Willard PROCTOR, Jr. v. Honorable James HANNAH, Chief Justice, et al.

No. 4:10-CV-0073.

United States District Court, E.D. Arkansas, Western Division.

March 2, 2010.

*852Willard Proctor, Jr., Attorney at Law, Little Rock, AR, Chrishauna Clark, Laws Office of Chrishauna Easley Clark, Pine Bluff, AR, for Willard Proctor, Jr.

Mark Nicholas Ohrenberger, Regina Haralson, Arkansas Attorney General’s Office, Karla Moore Burnett, Pulaski County Attorney’s Office, Little Rock, AR, Bill W. Bristow, Bristow & Richardson, P.L.L.C., Jonesboro, AR, for James Hannah, Chief Justice, et al.

ORDER

JAMES M. ROSENBAUM, District Judge.

Plaintiff, an Arkansas Circuit Judge, was removed from his office by the Arkansas Supreme Court. He is before the Court1 challenging his removal from judicial office on federal constitutional grounds, and asking the Court to invoke its supplemental jurisdiction. Plaintiff moves for a temporary restraining order, preliminary injunction, and reinstatement as a circuit judge. Defendants deny plaintiff is entitled to relief on a number of grounds, and specifically assert this Court lacks jurisdiction to hear this matter.

The Court finds it is without subject matter jurisdiction and must, therefore, dismiss plaintiffs suit.

1. Background2

On January 1, 2004, plaintiff, Willard Proctor, Jr., an African-American, was *853elected to a six-year term as a circuit judge for Arkansas’s Fifth Division of the Sixth Judicial District. (Am. Compl. ¶¶ 7, 34.) Among his duties as circuit judge, plaintiff served as the Fifth Division’s department head, managing the probation department. (Am. Compl. ¶ 11.)

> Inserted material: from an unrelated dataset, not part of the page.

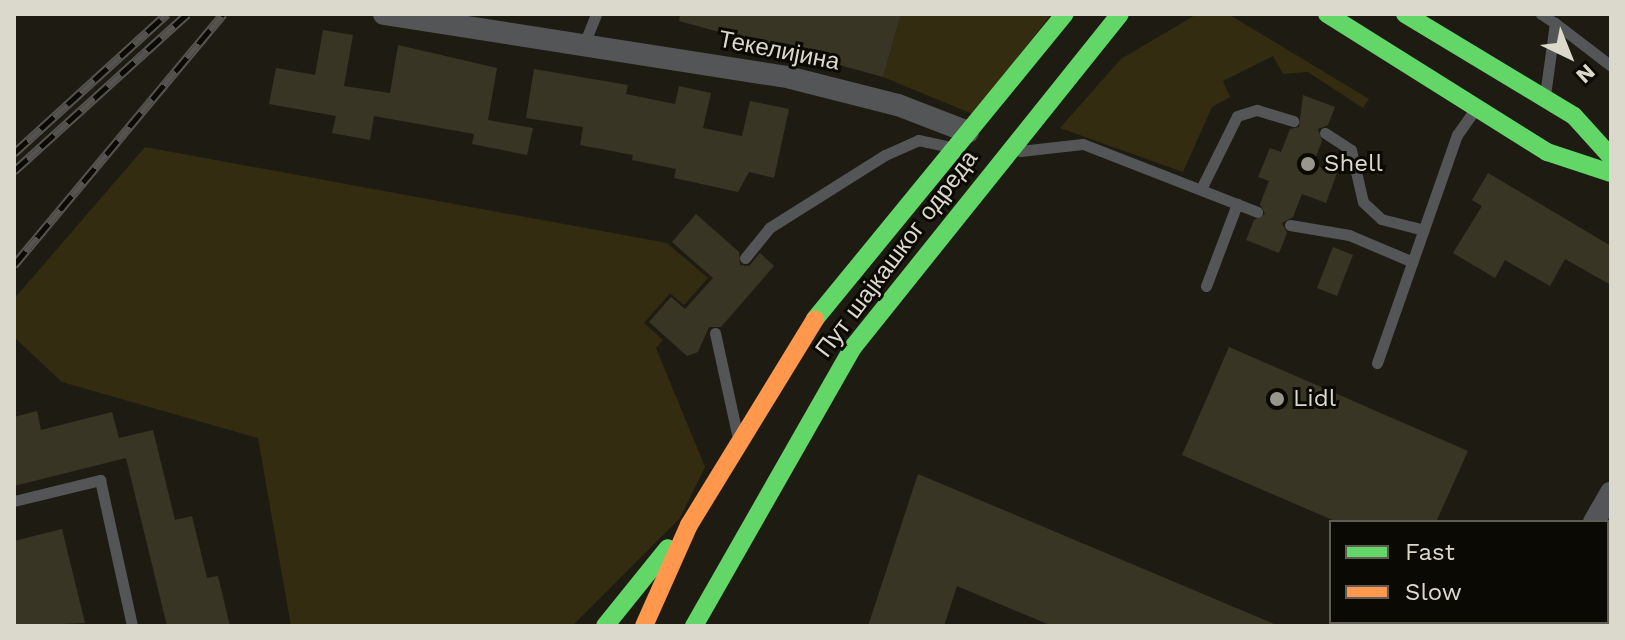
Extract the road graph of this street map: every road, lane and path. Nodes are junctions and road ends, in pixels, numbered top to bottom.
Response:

In 2007, plaintiff was the subject of complaints to the Arkansas Judicial Discipline and Disability Commission.3 Ark. Judicial Discipline & Disability Comm’n v. Proctor, No. 09-738, — S.W.3d -, - n. 1, 2010 WL 271343, (Ark. Jan. 25, 2010). A three-member panel of the Commission heard the matter and received testimony. Id. at-. During the hearing, plaintiff made an oral motion based on the Fourteenth Amendment’s Equal Protection Clause. Specifically, plaintiffs counsel argued “Judge Proctor, as an African-American judge, is being held to a standard that his white counterparts are not being held to.” (Ex. 5, Tr. 7:10-16.) Plaintiff made no further reference to this argument, rendering it abandoned. After the Disciplinary Commission’s hearing, the three-member panel concluded plaintiff “should be removed from the bench.”

The full Commission reviewed the panel’s determinations and entered its own findings of fact and conclusions of law. The Commission concluded plaintiff violated Canons 2, 2A, 2B, 3B(4), 3B(7), 4A, and 4C of the Arkansas Code of Judicial Conduct (2007).4 Based on these findings, the Commission recommended the Arkansas Supreme Court remove plaintiff from his judicial office.

On January 25, 2010, the Arkansas Supreme Court issued its Opinion, accepting the Commission’s recommended findings in part, modifying and rejecting them in part, removed from his elected office. Id. at -. The court’s order cited Arkansas Code § 16-10-410(b)(5), which provides “[a] judge may be removed from office ... [for a w]illful violation of the Arkansas Code of Judicial Conduct.” Id. at -. Under this provision, “[a]ny judge removed from office pursuant to this sub-chapter cannot be appointed or elected thereafter to serve as a judge.” Ark.Code Ann. § 16-10-410(d).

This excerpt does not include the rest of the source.